* [Try it]: Your copy should hold exactly the lines from the beginning of the listing below through the line with "Digitize the connectivity", without any pictures.

* [Entries provided]:
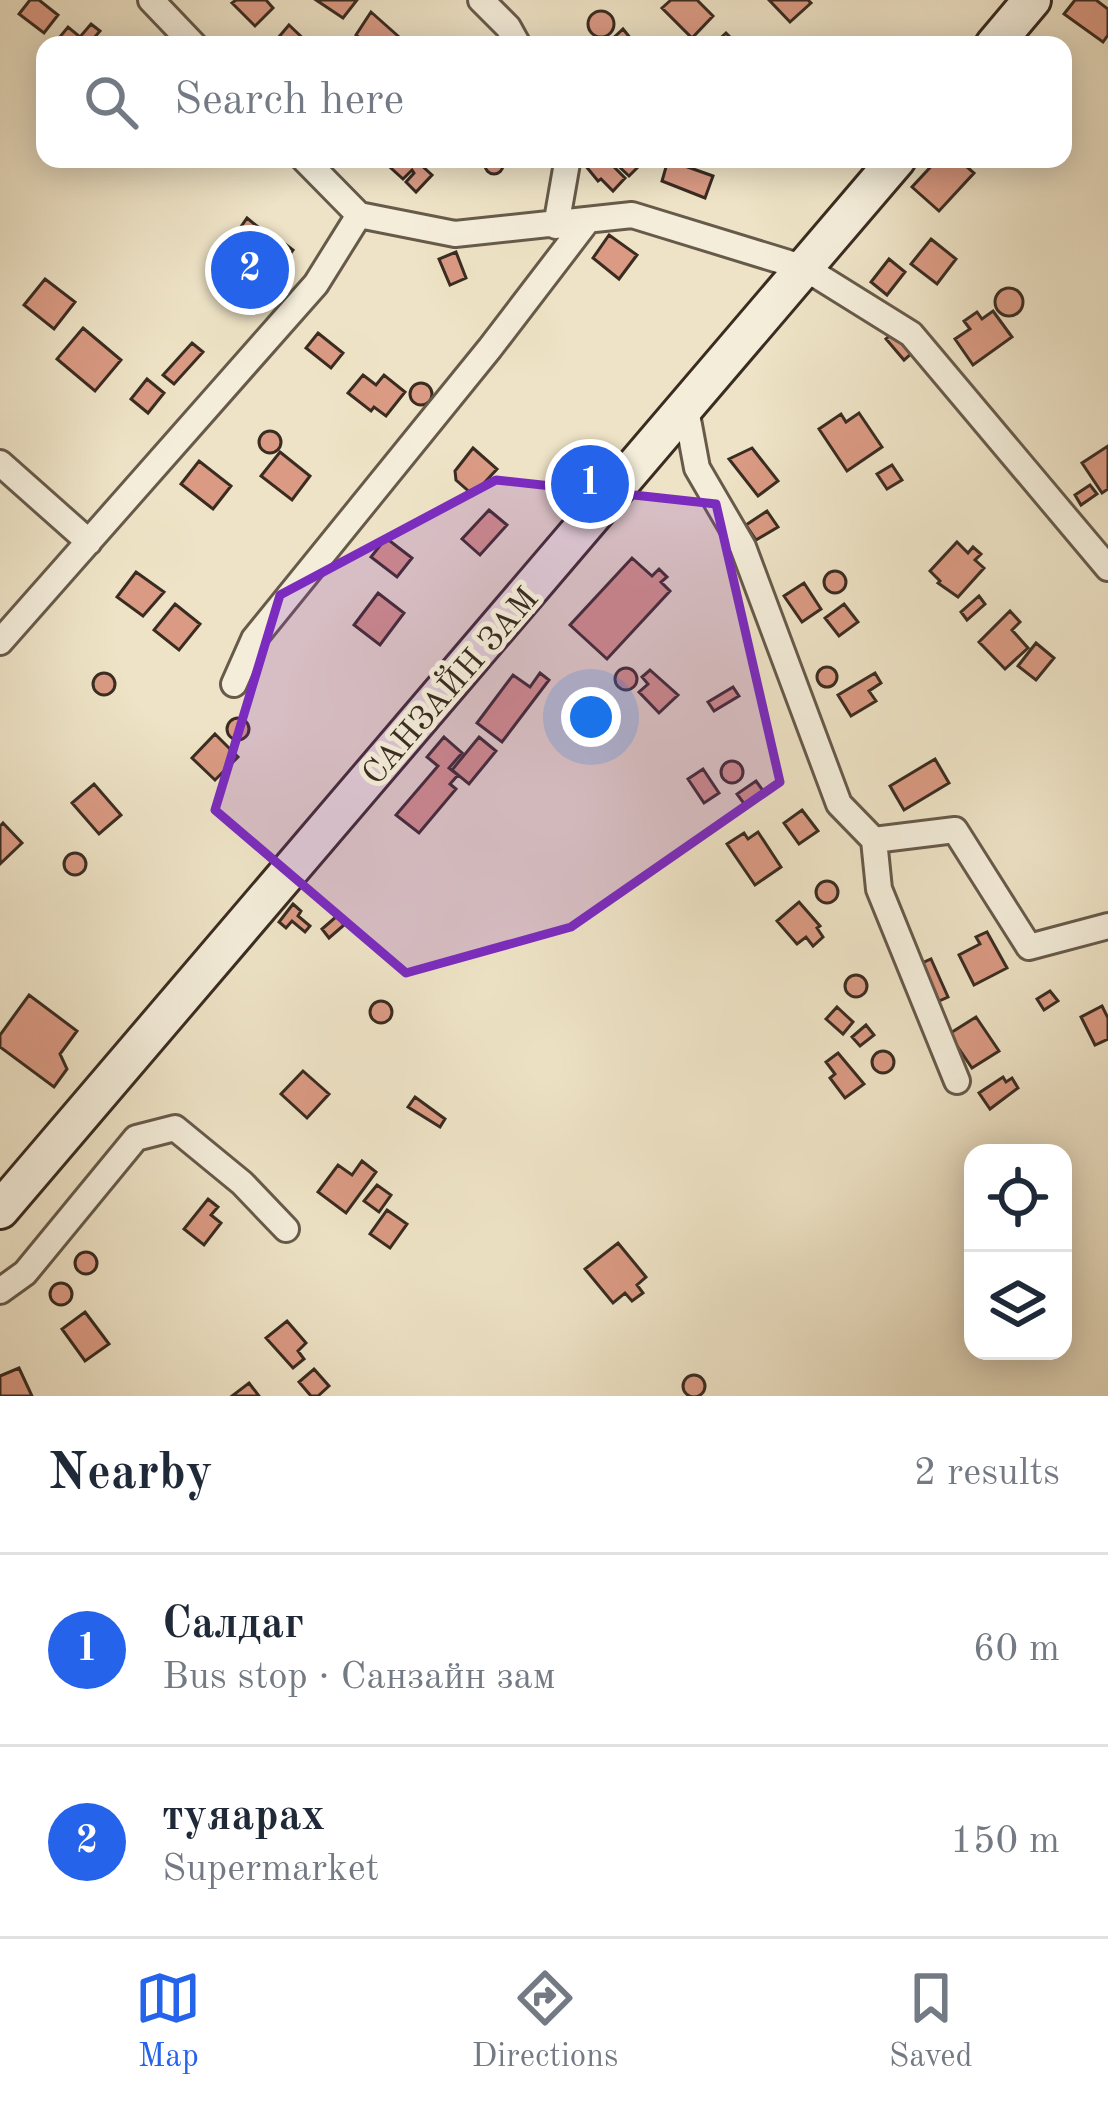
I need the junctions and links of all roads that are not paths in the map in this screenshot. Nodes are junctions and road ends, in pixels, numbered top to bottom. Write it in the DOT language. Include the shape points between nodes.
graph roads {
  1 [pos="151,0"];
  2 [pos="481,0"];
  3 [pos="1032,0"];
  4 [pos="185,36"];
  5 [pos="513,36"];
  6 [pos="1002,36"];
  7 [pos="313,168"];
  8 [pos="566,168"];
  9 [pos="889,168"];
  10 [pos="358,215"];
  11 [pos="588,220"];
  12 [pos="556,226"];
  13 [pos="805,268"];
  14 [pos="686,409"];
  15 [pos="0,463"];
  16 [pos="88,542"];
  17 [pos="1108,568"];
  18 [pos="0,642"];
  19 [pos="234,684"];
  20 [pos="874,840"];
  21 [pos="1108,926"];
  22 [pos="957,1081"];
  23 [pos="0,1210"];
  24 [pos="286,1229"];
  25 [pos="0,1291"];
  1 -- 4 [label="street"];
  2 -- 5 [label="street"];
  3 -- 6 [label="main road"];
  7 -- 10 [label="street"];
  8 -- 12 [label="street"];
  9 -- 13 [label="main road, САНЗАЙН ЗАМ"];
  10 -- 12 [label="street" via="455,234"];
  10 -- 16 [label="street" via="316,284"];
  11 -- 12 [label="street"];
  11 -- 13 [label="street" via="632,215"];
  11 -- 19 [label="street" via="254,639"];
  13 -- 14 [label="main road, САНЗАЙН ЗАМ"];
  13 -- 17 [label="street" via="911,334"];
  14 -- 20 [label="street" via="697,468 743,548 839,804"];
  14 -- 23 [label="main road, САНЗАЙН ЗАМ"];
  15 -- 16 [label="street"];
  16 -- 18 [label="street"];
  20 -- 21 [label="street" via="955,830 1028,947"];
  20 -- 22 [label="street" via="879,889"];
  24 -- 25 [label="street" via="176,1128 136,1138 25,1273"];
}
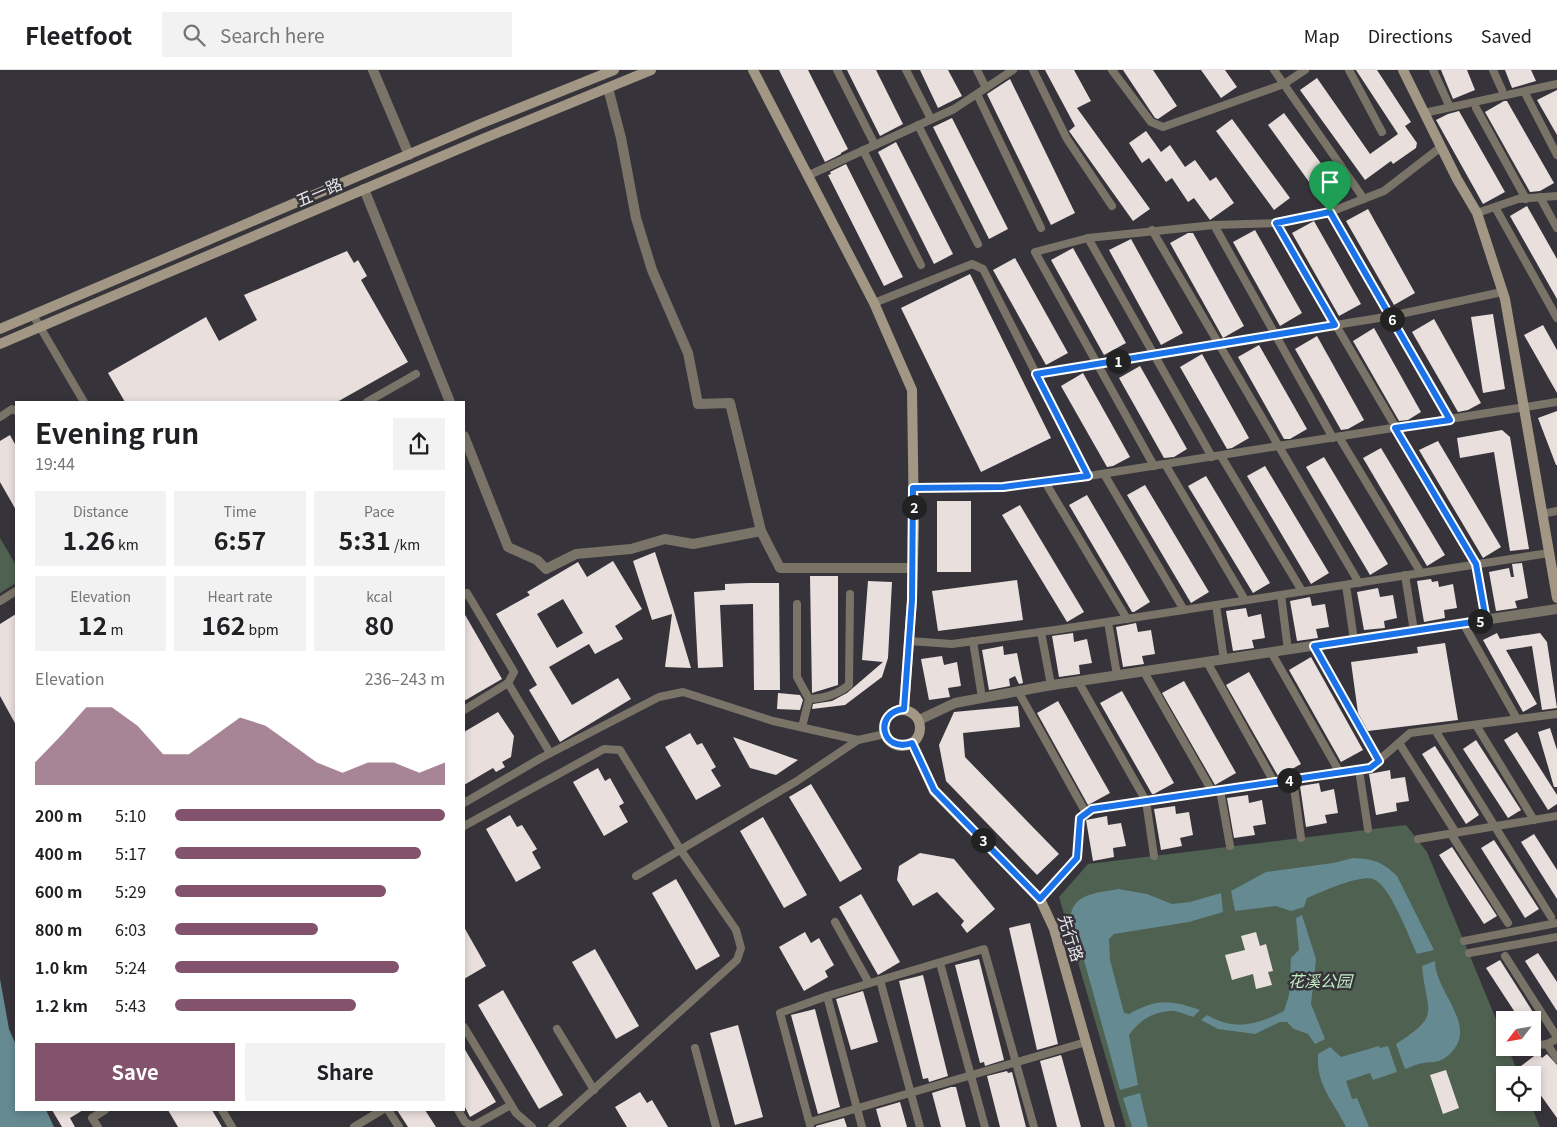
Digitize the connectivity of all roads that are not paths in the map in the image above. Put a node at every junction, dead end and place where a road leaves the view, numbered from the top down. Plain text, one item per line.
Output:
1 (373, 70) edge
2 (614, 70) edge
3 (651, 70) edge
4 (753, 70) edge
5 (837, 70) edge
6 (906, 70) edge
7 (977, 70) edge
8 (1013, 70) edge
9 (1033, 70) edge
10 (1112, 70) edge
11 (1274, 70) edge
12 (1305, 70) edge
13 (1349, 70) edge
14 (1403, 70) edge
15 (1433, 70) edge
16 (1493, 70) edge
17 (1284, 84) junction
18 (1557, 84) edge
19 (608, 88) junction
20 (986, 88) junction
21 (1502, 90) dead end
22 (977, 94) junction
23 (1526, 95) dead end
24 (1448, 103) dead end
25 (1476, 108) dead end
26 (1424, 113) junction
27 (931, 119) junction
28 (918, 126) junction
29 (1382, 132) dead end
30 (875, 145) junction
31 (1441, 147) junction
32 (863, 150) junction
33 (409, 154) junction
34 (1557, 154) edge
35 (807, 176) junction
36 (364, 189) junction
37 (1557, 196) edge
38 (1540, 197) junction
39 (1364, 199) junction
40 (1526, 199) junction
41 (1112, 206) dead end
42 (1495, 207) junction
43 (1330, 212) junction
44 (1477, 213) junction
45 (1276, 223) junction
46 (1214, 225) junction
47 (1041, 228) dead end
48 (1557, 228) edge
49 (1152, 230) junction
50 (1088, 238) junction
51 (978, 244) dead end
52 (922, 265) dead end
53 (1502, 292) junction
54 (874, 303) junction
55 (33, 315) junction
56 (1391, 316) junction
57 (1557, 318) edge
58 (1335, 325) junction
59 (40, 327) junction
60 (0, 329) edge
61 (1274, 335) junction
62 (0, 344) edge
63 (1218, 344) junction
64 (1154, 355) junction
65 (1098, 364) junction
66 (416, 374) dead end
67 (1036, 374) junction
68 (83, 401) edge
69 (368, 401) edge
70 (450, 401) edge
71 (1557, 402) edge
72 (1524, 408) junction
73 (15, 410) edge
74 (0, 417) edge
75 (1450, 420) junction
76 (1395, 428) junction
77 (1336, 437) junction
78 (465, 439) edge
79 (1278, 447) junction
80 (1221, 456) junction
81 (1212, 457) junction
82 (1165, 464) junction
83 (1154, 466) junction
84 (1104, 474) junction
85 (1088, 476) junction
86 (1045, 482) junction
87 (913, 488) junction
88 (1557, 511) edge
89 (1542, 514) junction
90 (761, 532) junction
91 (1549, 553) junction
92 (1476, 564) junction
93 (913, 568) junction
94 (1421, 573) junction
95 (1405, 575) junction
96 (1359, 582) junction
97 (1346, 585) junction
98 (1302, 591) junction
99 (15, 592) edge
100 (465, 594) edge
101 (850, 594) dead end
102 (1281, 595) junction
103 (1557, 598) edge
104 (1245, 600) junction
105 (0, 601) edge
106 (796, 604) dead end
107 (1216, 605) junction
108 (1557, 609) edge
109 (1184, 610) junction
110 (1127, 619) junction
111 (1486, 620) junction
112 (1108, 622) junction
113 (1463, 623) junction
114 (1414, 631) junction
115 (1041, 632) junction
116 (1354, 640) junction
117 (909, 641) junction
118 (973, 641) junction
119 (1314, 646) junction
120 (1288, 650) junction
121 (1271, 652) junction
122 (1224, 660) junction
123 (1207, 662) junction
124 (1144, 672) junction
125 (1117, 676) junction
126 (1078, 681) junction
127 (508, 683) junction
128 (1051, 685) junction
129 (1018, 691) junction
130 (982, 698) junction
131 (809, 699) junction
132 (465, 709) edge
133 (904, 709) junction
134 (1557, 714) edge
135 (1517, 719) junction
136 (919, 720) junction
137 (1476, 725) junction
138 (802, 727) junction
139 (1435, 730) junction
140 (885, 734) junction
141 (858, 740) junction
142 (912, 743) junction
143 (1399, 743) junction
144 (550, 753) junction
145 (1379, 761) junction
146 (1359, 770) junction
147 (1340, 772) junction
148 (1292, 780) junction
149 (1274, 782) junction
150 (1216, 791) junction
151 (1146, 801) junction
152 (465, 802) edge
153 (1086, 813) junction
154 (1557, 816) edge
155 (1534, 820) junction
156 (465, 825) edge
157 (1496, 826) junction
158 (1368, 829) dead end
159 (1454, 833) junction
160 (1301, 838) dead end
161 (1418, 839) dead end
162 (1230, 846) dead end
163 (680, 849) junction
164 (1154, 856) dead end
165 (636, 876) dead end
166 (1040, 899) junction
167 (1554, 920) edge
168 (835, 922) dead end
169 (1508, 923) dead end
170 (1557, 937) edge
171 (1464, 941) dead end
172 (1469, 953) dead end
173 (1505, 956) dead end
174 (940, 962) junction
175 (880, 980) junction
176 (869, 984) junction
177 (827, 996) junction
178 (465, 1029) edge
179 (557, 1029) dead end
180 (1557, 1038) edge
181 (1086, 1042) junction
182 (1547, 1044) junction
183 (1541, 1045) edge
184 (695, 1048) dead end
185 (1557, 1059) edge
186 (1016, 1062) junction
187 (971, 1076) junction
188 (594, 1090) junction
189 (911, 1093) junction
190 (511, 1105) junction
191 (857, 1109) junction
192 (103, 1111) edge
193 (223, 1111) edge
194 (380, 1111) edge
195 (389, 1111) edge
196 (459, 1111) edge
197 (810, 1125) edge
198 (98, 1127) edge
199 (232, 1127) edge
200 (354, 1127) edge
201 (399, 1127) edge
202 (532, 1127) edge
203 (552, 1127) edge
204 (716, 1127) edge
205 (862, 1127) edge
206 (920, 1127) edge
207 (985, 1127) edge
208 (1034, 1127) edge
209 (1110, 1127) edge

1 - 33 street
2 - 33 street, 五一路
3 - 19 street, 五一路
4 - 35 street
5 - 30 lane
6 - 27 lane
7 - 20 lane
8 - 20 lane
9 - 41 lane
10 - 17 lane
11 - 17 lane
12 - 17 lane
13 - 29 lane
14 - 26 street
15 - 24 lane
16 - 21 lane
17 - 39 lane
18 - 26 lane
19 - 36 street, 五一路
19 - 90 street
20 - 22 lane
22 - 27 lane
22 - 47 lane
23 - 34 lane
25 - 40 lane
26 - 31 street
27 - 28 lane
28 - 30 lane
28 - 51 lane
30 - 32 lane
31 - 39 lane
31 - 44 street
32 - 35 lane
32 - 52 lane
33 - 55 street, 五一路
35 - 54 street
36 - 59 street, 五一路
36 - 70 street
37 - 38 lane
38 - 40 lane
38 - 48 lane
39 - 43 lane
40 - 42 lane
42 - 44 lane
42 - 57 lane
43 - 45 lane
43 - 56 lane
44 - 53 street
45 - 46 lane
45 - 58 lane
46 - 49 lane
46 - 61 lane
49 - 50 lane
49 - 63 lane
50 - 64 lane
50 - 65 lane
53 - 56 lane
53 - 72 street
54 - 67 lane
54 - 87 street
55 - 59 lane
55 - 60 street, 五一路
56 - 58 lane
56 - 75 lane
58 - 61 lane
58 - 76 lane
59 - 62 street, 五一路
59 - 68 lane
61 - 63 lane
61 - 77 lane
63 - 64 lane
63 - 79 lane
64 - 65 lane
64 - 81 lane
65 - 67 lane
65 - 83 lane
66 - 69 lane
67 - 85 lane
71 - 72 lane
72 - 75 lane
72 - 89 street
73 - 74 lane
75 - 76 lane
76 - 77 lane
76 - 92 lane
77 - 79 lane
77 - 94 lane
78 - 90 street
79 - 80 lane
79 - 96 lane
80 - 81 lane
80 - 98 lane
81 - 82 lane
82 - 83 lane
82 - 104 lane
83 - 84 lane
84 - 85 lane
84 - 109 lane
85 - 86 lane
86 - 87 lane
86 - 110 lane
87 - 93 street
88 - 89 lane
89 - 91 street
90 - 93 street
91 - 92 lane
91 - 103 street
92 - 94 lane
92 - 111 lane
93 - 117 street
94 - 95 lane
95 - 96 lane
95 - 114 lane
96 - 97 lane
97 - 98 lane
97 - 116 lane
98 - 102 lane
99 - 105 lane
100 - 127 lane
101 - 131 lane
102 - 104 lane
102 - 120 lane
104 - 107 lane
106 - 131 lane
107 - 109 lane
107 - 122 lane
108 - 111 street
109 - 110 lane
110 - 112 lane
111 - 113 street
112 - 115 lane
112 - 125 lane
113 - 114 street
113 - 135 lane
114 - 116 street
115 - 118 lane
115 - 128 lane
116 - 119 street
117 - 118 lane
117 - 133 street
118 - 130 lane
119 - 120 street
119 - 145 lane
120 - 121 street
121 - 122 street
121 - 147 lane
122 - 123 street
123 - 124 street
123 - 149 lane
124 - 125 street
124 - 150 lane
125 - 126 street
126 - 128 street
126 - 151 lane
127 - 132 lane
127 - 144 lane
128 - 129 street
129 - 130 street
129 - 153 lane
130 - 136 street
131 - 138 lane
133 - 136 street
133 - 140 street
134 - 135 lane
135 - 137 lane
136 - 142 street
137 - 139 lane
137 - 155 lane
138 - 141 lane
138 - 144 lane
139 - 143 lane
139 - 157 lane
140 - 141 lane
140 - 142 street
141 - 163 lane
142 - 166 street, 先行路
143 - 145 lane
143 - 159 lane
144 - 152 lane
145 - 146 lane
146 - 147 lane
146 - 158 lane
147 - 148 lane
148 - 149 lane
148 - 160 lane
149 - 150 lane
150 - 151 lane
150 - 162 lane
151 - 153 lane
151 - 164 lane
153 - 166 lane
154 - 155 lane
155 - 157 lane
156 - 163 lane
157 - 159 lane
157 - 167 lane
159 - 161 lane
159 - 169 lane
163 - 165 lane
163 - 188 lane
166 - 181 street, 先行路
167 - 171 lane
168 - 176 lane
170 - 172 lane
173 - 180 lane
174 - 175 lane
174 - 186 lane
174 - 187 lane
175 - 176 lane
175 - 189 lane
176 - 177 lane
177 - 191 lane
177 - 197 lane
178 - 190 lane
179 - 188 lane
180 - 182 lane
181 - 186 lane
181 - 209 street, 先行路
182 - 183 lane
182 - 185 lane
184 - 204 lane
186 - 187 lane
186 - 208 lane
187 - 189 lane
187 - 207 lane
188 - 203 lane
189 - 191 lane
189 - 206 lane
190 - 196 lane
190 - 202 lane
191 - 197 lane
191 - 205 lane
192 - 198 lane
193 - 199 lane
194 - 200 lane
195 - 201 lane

* [Task result]:
I need the junctions and links of all roads that are not paths in the map in this screenshot. Nodes are junctions and road ends, in pixels, numbered top to bottom. Write it in the DOT language. Include the shape points between nodes.
graph roads {
  1 [pos="151,0"];
  2 [pos="481,0"];
  3 [pos="1032,0"];
  4 [pos="185,36"];
  5 [pos="513,36"];
  6 [pos="1002,36"];
  7 [pos="313,168"];
  8 [pos="566,168"];
  9 [pos="889,168"];
  10 [pos="358,215"];
  11 [pos="588,220"];
  12 [pos="556,226"];
  13 [pos="805,268"];
  14 [pos="686,409"];
  15 [pos="0,463"];
  16 [pos="88,542"];
  17 [pos="1108,568"];
  18 [pos="0,642"];
  19 [pos="234,684"];
  20 [pos="874,840"];
  21 [pos="1108,926"];
  22 [pos="957,1081"];
  23 [pos="0,1210"];
  24 [pos="286,1229"];
  25 [pos="0,1291"];
  1 -- 4 [label="street"];
  2 -- 5 [label="street"];
  3 -- 6 [label="main road"];
  7 -- 10 [label="street"];
  8 -- 12 [label="street"];
  9 -- 13 [label="main road, САНЗАЙН ЗАМ"];
  10 -- 12 [label="street" via="455,234"];
  10 -- 16 [label="street" via="316,284"];
  11 -- 12 [label="street"];
  11 -- 13 [label="street" via="632,215"];
  11 -- 19 [label="street" via="254,639"];
  13 -- 14 [label="main road, САНЗАЙН ЗАМ"];
  13 -- 17 [label="street" via="911,334"];
  14 -- 20 [label="street" via="697,468 743,548 839,804"];
  14 -- 23 [label="main road, САНЗАЙН ЗАМ"];
  15 -- 16 [label="street"];
  16 -- 18 [label="street"];
  20 -- 21 [label="street" via="955,830 1028,947"];
  20 -- 22 [label="street" via="879,889"];
  24 -- 25 [label="street" via="176,1128 136,1138 25,1273"];
}
Digitize the connectivity of all roads that are not paths in the map in the image above. Put a node at every junction, dead end and place where a road leaves the view, numbered from the top down. Plain text, one item per line.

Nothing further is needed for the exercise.